[Information shown]

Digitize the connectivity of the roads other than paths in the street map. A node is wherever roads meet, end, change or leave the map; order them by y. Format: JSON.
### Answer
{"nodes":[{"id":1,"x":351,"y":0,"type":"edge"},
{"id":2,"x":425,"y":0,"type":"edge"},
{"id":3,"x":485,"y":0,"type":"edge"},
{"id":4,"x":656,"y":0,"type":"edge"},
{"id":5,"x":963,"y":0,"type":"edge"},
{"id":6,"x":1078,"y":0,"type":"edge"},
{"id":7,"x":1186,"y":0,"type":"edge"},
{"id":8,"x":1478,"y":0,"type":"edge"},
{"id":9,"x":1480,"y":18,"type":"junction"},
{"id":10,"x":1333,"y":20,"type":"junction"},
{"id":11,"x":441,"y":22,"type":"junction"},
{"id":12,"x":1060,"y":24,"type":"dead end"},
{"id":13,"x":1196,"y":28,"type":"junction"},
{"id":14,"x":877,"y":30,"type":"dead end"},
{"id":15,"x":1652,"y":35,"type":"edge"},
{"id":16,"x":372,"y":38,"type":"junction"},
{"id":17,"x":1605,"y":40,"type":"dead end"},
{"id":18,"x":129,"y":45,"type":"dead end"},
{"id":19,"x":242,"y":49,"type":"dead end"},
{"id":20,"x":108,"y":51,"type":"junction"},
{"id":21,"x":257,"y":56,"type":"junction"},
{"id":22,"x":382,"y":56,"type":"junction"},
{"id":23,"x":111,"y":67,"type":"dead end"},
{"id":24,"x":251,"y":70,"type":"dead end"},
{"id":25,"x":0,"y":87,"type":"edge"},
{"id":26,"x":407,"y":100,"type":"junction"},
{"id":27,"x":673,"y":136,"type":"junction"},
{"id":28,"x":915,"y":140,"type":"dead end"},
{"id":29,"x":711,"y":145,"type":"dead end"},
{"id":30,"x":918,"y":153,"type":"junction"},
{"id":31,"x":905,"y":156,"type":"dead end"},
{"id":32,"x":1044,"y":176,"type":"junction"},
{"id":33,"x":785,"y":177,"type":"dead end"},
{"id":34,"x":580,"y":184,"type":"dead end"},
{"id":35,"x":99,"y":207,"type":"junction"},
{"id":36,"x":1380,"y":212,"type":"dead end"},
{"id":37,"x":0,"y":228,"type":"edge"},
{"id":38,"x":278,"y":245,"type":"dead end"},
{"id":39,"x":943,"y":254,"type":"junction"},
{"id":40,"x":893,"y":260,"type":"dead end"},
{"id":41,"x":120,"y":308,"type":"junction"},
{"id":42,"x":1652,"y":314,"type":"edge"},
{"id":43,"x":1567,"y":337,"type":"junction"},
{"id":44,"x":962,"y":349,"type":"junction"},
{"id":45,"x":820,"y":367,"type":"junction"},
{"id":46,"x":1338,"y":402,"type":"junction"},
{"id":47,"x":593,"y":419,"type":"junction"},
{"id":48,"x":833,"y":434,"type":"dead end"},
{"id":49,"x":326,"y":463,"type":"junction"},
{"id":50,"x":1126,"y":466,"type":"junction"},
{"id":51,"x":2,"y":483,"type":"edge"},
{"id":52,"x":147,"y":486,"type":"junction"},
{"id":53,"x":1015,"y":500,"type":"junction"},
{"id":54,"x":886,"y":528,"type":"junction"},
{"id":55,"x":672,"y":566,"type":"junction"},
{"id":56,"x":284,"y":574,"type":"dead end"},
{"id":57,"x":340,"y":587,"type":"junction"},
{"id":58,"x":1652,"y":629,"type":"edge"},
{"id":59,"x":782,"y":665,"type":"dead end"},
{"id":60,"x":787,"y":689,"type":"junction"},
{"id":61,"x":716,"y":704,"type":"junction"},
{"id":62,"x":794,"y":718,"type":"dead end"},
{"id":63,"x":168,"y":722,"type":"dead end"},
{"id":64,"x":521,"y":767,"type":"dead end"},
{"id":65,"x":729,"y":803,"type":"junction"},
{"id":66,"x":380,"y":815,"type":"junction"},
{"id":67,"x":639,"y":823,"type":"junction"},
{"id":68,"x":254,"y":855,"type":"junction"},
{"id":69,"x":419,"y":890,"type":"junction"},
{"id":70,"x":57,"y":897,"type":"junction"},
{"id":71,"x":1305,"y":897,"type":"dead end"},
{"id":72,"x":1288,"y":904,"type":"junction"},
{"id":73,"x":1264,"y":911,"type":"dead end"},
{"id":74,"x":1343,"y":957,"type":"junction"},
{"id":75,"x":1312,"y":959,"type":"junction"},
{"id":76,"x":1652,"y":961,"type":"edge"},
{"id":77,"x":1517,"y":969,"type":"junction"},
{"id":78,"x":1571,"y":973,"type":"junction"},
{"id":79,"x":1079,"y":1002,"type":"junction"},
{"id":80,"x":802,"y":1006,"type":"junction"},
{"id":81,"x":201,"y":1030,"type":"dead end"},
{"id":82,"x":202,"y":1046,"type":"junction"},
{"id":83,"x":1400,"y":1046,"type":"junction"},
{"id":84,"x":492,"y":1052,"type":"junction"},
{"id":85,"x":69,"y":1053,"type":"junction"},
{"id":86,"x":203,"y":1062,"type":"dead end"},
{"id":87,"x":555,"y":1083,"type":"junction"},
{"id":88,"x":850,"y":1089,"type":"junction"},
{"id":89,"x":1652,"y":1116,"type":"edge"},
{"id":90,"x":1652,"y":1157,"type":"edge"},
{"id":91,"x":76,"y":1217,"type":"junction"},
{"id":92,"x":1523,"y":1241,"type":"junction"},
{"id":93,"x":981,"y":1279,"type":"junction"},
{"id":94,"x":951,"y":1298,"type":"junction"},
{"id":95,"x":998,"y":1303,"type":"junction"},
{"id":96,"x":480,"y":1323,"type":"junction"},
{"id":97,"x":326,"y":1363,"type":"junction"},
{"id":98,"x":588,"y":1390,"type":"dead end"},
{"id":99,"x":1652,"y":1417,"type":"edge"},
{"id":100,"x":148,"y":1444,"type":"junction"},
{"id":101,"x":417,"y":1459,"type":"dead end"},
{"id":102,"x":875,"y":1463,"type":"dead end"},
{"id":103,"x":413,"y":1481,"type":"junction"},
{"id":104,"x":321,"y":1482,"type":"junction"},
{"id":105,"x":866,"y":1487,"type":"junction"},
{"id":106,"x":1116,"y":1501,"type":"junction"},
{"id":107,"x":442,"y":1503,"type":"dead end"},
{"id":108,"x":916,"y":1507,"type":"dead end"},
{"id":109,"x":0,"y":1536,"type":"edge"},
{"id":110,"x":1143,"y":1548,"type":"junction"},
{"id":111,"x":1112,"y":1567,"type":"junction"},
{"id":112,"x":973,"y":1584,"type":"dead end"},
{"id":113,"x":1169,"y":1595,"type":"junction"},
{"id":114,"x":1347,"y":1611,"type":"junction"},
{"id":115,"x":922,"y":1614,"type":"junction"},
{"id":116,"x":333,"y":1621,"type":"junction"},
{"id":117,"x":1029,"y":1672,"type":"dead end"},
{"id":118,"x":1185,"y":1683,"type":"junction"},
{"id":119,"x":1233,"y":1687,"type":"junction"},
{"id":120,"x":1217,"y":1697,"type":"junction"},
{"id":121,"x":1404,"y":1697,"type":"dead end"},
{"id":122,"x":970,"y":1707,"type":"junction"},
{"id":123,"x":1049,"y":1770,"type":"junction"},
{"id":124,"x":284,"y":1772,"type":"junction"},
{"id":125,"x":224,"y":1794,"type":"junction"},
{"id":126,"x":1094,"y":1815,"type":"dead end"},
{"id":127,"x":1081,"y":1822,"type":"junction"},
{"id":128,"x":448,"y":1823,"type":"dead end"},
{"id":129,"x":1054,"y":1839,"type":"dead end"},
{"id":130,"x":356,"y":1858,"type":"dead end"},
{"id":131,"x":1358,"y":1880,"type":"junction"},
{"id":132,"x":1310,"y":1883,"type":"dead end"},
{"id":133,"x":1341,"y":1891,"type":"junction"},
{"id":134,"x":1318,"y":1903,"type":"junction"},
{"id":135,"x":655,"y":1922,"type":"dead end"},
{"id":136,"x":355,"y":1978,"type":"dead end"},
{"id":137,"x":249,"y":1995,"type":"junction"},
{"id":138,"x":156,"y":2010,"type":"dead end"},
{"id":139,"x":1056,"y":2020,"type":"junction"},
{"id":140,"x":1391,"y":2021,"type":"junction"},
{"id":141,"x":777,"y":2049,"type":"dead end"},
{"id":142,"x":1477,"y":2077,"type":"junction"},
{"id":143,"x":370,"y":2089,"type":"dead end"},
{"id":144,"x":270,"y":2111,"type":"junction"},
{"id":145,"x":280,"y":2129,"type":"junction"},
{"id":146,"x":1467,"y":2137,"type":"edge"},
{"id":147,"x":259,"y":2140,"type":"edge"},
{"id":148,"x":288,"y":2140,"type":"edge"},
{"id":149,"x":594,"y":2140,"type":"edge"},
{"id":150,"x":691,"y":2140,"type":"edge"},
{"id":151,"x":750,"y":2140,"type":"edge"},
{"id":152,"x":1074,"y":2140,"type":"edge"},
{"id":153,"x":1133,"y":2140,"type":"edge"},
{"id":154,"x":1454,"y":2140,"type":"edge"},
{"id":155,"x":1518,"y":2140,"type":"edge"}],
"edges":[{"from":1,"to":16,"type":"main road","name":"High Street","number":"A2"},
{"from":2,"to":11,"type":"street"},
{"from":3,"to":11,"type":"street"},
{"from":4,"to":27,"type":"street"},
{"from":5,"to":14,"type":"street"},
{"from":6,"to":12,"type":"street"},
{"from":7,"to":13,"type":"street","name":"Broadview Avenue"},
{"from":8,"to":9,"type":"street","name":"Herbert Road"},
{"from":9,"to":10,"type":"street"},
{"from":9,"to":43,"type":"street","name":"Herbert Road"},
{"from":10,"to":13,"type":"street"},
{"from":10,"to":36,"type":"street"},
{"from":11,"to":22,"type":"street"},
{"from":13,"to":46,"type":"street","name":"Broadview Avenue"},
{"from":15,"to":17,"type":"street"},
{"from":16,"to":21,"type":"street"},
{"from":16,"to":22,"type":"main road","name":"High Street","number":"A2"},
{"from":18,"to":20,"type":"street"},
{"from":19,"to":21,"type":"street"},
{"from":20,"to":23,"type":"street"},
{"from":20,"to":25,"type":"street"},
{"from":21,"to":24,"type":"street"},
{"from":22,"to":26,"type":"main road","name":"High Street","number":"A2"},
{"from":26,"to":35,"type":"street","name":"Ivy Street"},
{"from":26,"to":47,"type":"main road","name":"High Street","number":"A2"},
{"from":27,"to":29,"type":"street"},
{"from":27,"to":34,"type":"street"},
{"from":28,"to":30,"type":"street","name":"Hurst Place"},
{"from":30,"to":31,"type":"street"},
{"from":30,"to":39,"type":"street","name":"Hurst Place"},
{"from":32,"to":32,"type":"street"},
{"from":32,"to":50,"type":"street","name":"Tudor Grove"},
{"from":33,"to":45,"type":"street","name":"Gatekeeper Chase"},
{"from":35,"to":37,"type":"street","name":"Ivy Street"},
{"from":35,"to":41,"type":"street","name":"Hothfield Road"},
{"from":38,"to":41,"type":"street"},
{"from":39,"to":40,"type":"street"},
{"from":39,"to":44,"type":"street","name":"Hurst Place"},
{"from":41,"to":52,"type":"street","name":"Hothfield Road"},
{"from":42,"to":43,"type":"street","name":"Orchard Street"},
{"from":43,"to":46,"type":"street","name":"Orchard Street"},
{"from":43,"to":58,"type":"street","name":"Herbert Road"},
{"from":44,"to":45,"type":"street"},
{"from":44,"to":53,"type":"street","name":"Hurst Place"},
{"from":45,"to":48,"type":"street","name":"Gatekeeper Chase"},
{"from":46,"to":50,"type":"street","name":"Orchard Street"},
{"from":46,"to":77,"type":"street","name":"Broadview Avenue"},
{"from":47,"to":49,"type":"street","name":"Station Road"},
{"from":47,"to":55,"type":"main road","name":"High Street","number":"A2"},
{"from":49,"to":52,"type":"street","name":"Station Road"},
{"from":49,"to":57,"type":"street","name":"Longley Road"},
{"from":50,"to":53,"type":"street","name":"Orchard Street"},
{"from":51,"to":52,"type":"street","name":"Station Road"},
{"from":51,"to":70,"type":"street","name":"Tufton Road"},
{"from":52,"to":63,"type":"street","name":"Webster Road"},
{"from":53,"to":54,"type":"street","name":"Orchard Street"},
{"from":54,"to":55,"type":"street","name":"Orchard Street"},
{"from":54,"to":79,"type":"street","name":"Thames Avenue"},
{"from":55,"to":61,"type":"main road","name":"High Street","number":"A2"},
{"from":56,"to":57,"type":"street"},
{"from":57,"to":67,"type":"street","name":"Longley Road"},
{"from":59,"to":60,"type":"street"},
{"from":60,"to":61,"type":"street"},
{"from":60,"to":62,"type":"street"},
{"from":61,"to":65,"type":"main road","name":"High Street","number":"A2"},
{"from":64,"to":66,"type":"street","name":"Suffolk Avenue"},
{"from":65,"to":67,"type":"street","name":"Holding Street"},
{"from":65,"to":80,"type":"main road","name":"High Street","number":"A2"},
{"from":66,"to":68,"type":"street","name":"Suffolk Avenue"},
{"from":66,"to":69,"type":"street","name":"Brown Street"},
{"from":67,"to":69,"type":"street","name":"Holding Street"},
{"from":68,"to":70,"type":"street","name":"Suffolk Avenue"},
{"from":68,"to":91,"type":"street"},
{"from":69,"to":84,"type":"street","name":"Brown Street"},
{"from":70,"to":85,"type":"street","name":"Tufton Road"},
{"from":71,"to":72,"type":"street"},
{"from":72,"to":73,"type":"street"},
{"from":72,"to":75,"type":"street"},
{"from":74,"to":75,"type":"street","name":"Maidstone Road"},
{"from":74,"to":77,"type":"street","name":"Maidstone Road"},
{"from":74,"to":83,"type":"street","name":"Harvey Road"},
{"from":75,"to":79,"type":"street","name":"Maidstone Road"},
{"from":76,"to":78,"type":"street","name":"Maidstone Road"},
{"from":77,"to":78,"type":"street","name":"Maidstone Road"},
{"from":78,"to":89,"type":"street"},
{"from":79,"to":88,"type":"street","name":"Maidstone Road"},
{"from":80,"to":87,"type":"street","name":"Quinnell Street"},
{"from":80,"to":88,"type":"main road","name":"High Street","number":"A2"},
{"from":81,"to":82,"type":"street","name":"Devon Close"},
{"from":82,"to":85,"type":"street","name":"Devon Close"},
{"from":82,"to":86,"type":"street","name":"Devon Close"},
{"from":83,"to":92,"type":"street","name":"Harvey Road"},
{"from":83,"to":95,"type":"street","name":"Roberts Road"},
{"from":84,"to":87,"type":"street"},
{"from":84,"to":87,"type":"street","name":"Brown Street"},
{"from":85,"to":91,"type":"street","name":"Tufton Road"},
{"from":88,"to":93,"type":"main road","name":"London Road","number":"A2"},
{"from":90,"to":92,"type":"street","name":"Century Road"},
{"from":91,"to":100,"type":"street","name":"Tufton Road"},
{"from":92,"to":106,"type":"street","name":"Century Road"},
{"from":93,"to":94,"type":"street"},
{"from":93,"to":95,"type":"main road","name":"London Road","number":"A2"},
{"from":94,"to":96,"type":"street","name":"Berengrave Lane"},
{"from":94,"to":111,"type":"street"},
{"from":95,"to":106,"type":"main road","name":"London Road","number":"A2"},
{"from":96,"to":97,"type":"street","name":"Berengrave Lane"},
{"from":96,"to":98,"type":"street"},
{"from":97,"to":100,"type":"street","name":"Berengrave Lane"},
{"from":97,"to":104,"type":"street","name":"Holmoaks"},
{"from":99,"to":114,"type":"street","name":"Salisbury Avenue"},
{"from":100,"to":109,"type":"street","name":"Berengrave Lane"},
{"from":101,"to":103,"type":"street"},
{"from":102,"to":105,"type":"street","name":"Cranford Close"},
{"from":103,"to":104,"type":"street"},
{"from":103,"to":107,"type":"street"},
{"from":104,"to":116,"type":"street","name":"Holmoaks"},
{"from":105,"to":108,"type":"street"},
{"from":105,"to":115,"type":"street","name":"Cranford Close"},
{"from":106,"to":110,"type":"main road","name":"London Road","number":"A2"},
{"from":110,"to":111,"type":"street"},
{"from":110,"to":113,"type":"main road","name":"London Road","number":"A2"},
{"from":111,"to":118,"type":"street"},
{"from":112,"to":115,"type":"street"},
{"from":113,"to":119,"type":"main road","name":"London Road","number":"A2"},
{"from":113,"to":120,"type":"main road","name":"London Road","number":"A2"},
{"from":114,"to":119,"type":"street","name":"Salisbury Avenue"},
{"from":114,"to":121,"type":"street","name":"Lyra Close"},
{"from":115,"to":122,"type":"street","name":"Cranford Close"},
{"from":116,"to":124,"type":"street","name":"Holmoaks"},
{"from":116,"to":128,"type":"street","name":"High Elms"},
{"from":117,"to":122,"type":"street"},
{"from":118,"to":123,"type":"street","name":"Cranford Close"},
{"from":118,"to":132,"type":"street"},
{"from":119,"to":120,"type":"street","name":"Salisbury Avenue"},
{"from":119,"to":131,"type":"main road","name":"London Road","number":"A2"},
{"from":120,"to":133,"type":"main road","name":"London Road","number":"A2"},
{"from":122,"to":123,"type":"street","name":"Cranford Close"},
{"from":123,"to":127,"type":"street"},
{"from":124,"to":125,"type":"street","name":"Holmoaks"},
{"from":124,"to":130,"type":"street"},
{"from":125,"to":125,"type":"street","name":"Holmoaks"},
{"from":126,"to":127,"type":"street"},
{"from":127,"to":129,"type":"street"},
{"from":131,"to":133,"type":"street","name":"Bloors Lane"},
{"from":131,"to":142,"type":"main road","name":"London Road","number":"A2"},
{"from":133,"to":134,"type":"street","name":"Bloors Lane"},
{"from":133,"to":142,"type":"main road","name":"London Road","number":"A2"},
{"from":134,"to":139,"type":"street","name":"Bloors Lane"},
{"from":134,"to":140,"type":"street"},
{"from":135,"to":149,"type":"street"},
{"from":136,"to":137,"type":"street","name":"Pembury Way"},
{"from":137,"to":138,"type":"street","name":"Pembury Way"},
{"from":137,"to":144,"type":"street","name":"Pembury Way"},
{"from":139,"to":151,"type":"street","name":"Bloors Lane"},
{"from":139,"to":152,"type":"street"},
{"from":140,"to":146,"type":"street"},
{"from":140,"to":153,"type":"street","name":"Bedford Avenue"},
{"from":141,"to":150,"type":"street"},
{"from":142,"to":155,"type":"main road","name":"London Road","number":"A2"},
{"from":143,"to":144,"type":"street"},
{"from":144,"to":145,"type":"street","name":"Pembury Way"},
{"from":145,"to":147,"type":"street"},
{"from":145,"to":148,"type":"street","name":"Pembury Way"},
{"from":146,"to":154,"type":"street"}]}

[/Information shown]
[Information shown]

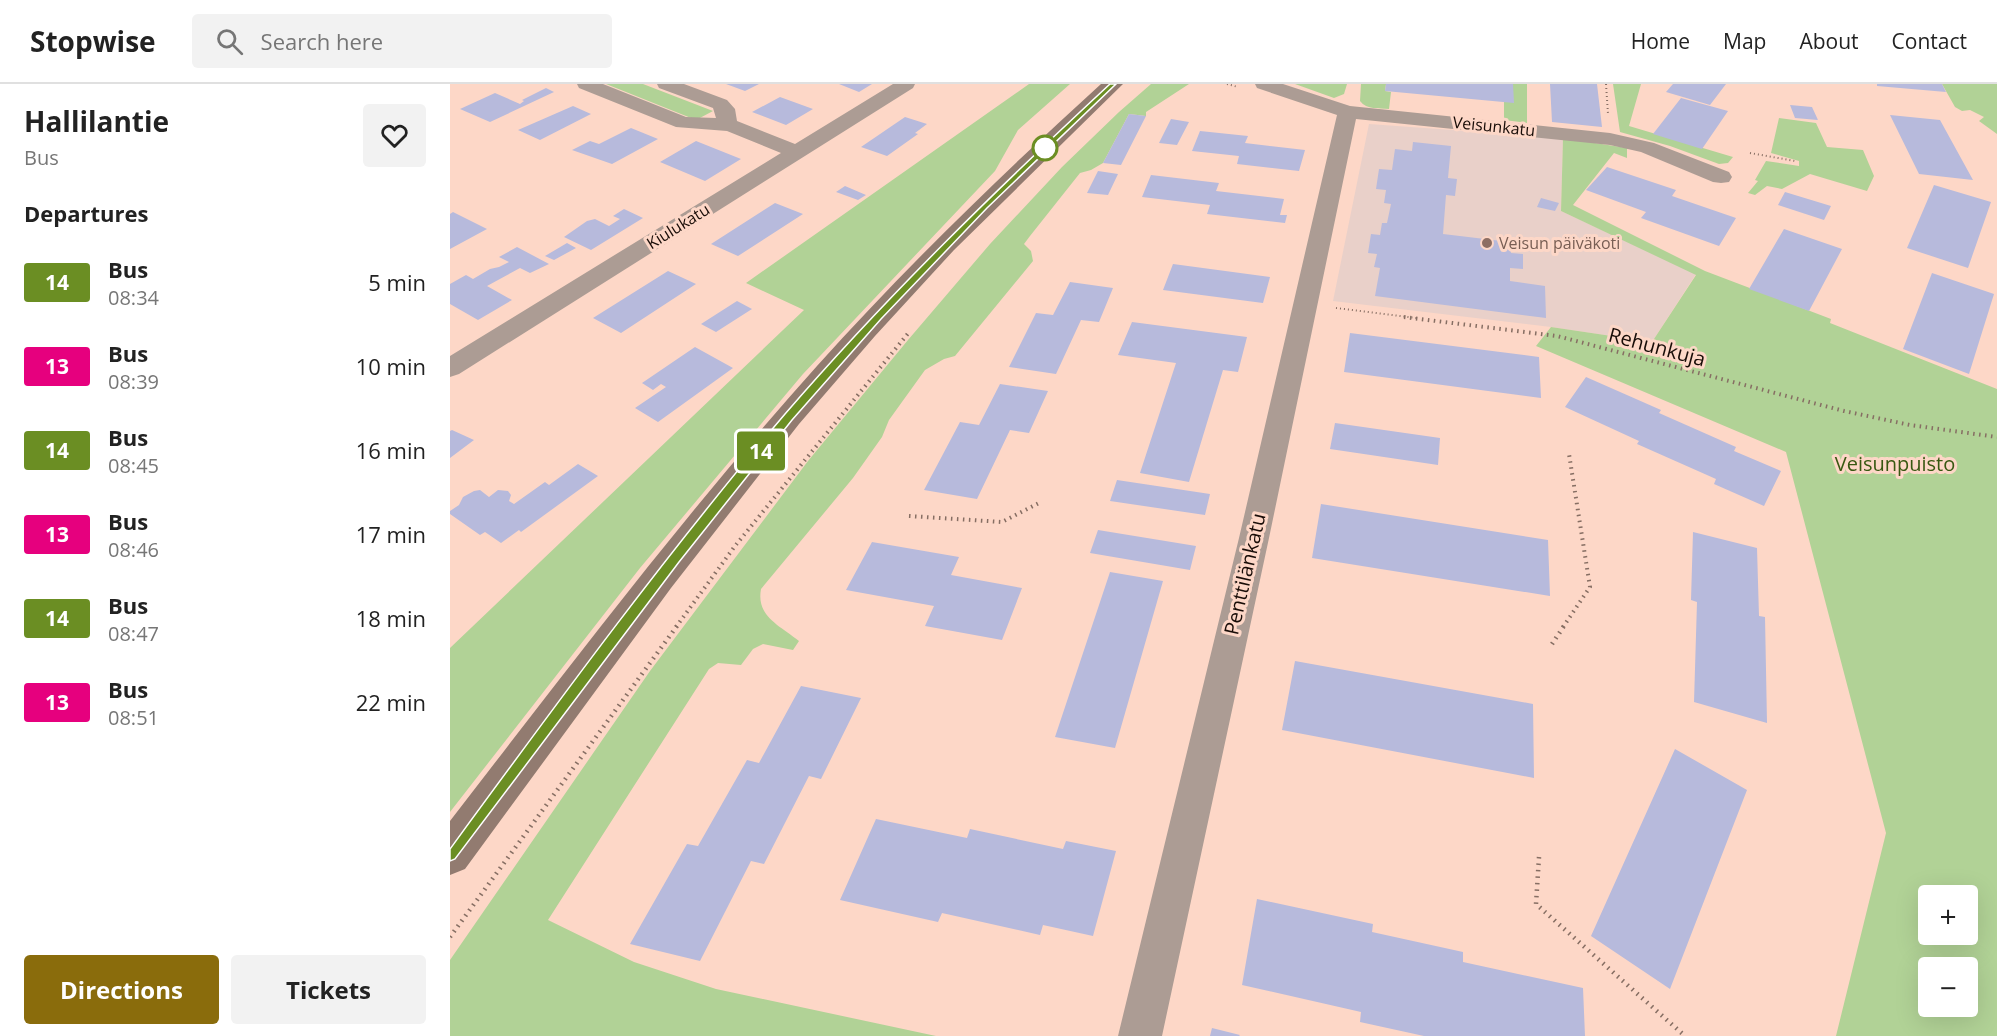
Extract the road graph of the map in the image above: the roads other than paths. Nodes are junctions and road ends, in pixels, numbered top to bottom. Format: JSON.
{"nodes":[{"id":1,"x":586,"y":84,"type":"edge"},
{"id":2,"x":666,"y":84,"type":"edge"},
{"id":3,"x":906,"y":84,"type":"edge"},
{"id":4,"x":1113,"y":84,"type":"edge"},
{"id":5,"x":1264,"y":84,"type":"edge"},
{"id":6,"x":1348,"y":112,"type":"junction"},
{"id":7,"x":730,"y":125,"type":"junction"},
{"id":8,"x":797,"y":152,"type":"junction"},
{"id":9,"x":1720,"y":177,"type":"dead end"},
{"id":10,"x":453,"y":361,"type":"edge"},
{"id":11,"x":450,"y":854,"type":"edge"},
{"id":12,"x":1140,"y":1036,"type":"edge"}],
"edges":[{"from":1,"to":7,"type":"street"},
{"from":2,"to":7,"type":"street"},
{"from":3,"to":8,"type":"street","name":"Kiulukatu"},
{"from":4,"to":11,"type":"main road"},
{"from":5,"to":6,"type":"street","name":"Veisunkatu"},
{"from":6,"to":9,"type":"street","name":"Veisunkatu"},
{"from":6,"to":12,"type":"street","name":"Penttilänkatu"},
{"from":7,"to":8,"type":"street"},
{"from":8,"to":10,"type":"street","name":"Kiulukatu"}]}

[/Information shown]

Exercise goal:
Go through the records above and copy each line where "Station" is found.

Solution to this task:
{"from":47,"to":49,"type":"street","name":"Station Road"},
{"from":49,"to":52,"type":"street","name":"Station Road"},
{"from":51,"to":52,"type":"street","name":"Station Road"},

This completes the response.